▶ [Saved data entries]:

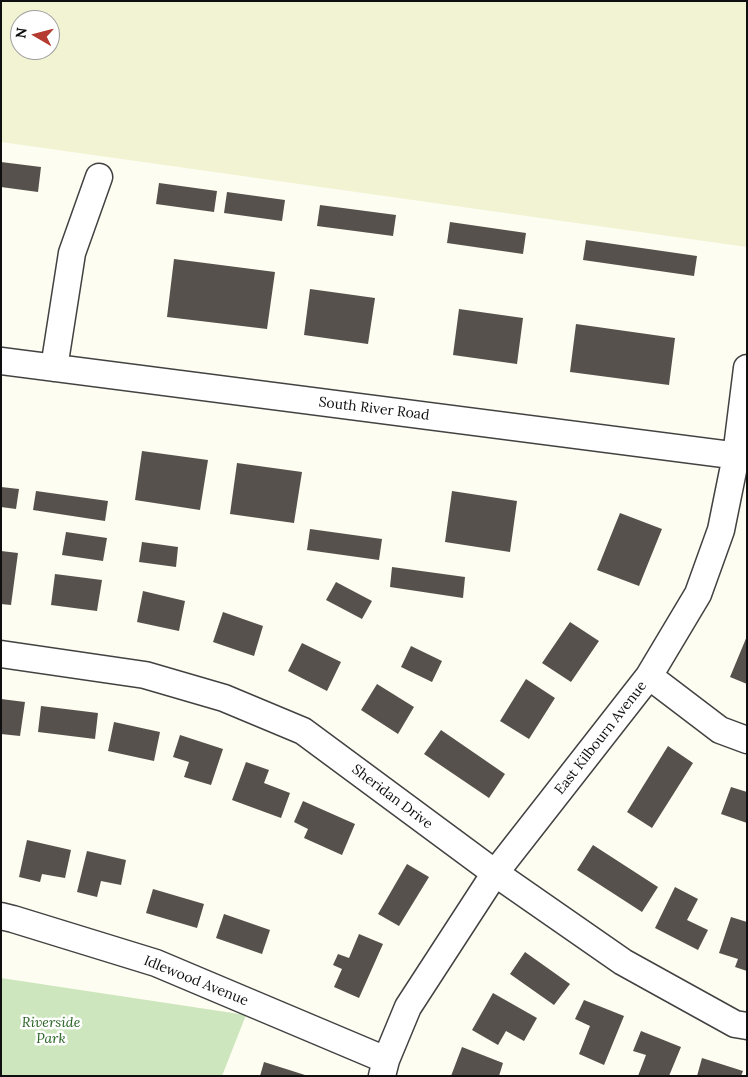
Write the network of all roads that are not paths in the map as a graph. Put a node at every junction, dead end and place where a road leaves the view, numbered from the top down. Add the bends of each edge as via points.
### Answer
1 (99, 178) dead end
2 (1, 361) edge
3 (54, 368) junction
4 (747, 368) edge
5 (741, 456) edge
6 (1, 654) edge
7 (649, 676) junction
8 (747, 740) edge
9 (495, 873) junction
10 (1, 916) edge
11 (747, 1026) edge
12 (384, 1068) edge

1 - 3 street via 72,253
2 - 3 street, South River Road
3 - 5 street, South River Road
4 - 5 street, East Kilbourn Avenue
5 - 7 street, East Kilbourn Avenue via 721,530 698,594
6 - 9 street, Sheridan Drive via 145,674 224,698 303,731
7 - 8 street via 720,730
7 - 9 street, East Kilbourn Avenue
9 - 11 street, Sheridan Drive via 622,962 735,1024
9 - 12 street, East Kilbourn Avenue via 408,1007
10 - 12 street, Idlewood Avenue via 156,963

▶ [What you need to do]:
Only the pictures are to be left out; write out all the other data exactly.

▶ [Answer to this problem]:
Write the network of all roads that are not paths in the map as a graph. Put a node at every junction, dead end and place where a road leaves the view, numbered from the top down. Add the bends of each edge as via points.
### Answer
1 (99, 178) dead end
2 (1, 361) edge
3 (54, 368) junction
4 (747, 368) edge
5 (741, 456) edge
6 (1, 654) edge
7 (649, 676) junction
8 (747, 740) edge
9 (495, 873) junction
10 (1, 916) edge
11 (747, 1026) edge
12 (384, 1068) edge

1 - 3 street via 72,253
2 - 3 street, South River Road
3 - 5 street, South River Road
4 - 5 street, East Kilbourn Avenue
5 - 7 street, East Kilbourn Avenue via 721,530 698,594
6 - 9 street, Sheridan Drive via 145,674 224,698 303,731
7 - 8 street via 720,730
7 - 9 street, East Kilbourn Avenue
9 - 11 street, Sheridan Drive via 622,962 735,1024
9 - 12 street, East Kilbourn Avenue via 408,1007
10 - 12 street, Idlewood Avenue via 156,963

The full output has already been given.